> [PROMPT]: Count every line below that holds "dead". Number only.

Saved data entries
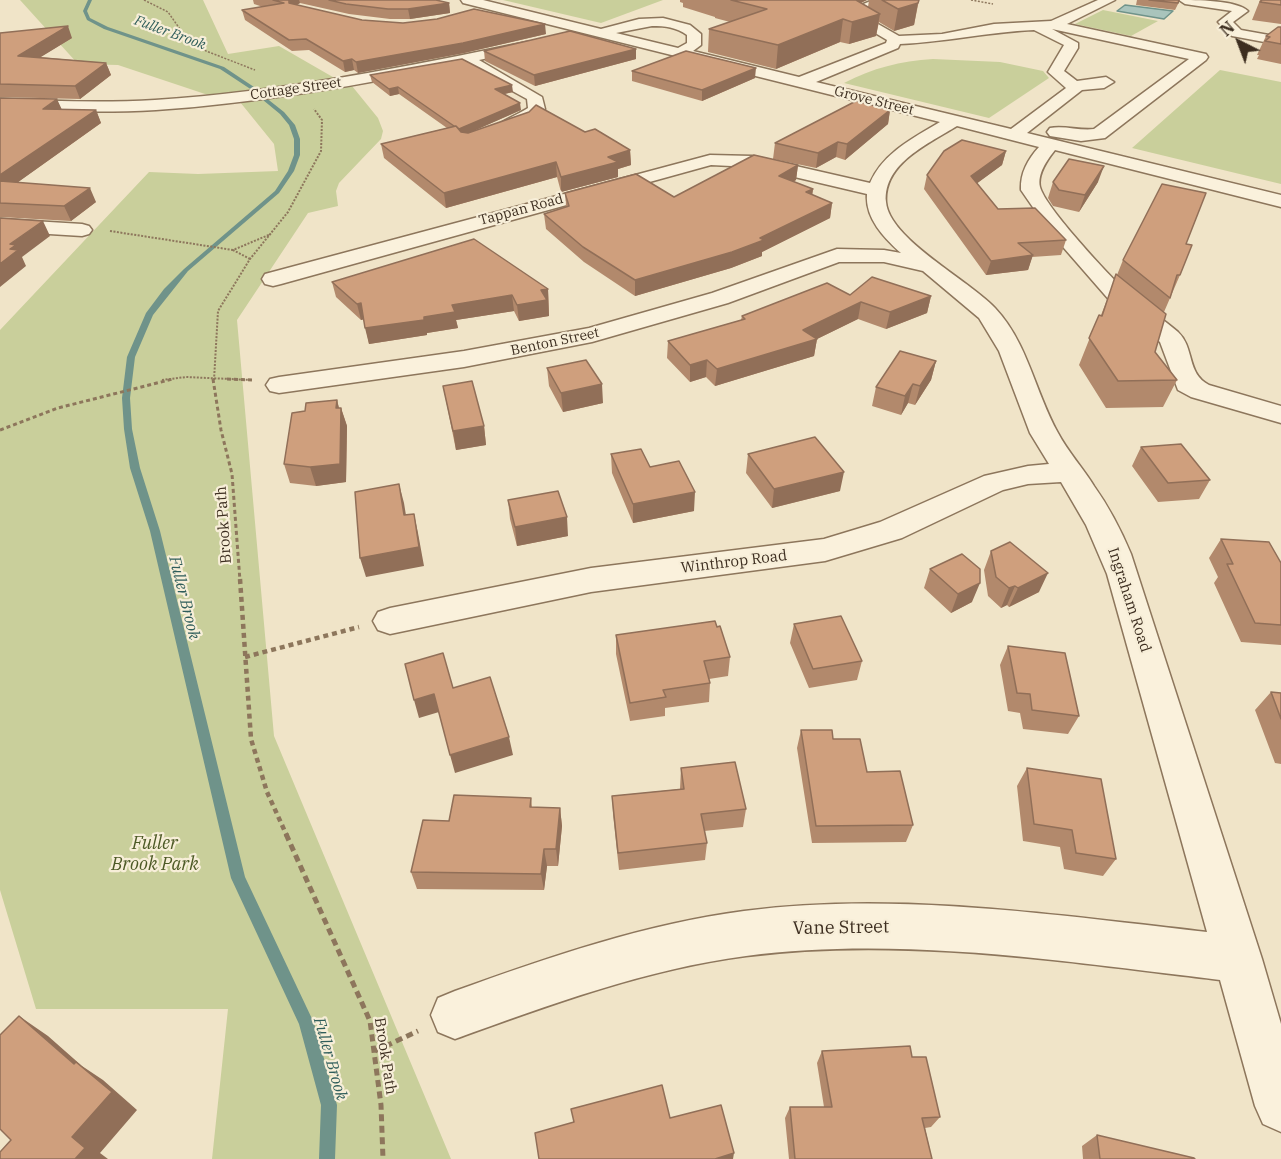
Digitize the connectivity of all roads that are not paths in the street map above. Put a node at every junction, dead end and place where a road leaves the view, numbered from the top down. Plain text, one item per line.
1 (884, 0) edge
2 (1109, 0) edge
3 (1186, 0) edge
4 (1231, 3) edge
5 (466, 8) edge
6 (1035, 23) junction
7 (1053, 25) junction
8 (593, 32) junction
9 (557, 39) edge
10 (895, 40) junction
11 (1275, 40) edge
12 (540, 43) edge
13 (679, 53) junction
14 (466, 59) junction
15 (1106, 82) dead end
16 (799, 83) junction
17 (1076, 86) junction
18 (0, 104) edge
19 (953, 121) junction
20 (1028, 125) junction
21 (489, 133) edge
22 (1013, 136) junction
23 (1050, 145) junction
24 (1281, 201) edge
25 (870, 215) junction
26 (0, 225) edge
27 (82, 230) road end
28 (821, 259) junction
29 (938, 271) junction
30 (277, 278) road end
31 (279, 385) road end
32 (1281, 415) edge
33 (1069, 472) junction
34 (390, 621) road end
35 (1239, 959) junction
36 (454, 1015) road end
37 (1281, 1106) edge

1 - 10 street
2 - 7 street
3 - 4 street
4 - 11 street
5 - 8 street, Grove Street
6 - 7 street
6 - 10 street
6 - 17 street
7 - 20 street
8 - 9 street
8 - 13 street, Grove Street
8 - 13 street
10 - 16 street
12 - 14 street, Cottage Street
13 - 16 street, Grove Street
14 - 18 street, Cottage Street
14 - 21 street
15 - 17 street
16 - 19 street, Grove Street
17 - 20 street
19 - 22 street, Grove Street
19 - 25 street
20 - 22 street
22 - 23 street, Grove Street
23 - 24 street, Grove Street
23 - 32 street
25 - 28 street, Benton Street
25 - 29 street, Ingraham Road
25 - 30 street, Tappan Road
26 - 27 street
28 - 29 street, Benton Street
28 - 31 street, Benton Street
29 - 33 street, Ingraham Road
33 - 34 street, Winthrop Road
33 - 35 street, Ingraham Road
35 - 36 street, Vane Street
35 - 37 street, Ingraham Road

> [ANSWER TO THIS PROBLEM]: 2